• WHAT THE TASK REQUIRES: Everything in the listing beneath must be transcribed exactly.

• GIVEN RECORDS:

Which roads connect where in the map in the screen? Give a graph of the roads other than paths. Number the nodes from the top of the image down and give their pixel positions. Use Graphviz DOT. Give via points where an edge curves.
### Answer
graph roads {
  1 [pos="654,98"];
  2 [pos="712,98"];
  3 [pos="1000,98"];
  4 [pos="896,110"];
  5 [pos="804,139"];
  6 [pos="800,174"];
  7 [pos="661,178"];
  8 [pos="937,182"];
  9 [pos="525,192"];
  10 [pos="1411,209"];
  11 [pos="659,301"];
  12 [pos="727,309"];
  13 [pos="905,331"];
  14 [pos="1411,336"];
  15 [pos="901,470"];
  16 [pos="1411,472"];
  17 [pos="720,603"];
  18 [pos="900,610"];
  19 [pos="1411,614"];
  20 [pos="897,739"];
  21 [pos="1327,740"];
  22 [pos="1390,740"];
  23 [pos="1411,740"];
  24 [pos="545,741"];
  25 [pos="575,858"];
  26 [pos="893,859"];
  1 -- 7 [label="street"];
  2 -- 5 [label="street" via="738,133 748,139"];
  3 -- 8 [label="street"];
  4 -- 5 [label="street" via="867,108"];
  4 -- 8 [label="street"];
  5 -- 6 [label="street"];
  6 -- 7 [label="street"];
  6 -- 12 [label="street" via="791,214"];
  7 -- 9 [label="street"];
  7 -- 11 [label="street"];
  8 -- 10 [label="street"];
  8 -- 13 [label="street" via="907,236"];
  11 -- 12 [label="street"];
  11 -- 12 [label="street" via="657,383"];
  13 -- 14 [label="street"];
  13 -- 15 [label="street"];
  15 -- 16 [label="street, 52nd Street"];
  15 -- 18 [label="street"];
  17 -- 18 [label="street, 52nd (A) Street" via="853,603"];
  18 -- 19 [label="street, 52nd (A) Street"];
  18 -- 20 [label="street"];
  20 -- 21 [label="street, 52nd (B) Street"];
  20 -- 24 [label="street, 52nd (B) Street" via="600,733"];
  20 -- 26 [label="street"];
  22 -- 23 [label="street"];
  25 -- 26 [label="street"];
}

• ANSWER BOX:
Which roads connect where in the map in the screen? Give a graph of the roads other than paths. Number the nodes from the top of the image down and give their pixel positions. Use Graphviz DOT. Give via points where an edge curves.
### Answer
graph roads {
  1 [pos="654,98"];
  2 [pos="712,98"];
  3 [pos="1000,98"];
  4 [pos="896,110"];
  5 [pos="804,139"];
  6 [pos="800,174"];
  7 [pos="661,178"];
  8 [pos="937,182"];
  9 [pos="525,192"];
  10 [pos="1411,209"];
  11 [pos="659,301"];
  12 [pos="727,309"];
  13 [pos="905,331"];
  14 [pos="1411,336"];
  15 [pos="901,470"];
  16 [pos="1411,472"];
  17 [pos="720,603"];
  18 [pos="900,610"];
  19 [pos="1411,614"];
  20 [pos="897,739"];
  21 [pos="1327,740"];
  22 [pos="1390,740"];
  23 [pos="1411,740"];
  24 [pos="545,741"];
  25 [pos="575,858"];
  26 [pos="893,859"];
  1 -- 7 [label="street"];
  2 -- 5 [label="street" via="738,133 748,139"];
  3 -- 8 [label="street"];
  4 -- 5 [label="street" via="867,108"];
  4 -- 8 [label="street"];
  5 -- 6 [label="street"];
  6 -- 7 [label="street"];
  6 -- 12 [label="street" via="791,214"];
  7 -- 9 [label="street"];
  7 -- 11 [label="street"];
  8 -- 10 [label="street"];
  8 -- 13 [label="street" via="907,236"];
  11 -- 12 [label="street"];
  11 -- 12 [label="street" via="657,383"];
  13 -- 14 [label="street"];
  13 -- 15 [label="street"];
  15 -- 16 [label="street, 52nd Street"];
  15 -- 18 [label="street"];
  17 -- 18 [label="street, 52nd (A) Street" via="853,603"];
  18 -- 19 [label="street, 52nd (A) Street"];
  18 -- 20 [label="street"];
  20 -- 21 [label="street, 52nd (B) Street"];
  20 -- 24 [label="street, 52nd (B) Street" via="600,733"];
  20 -- 26 [label="street"];
  22 -- 23 [label="street"];
  25 -- 26 [label="street"];
}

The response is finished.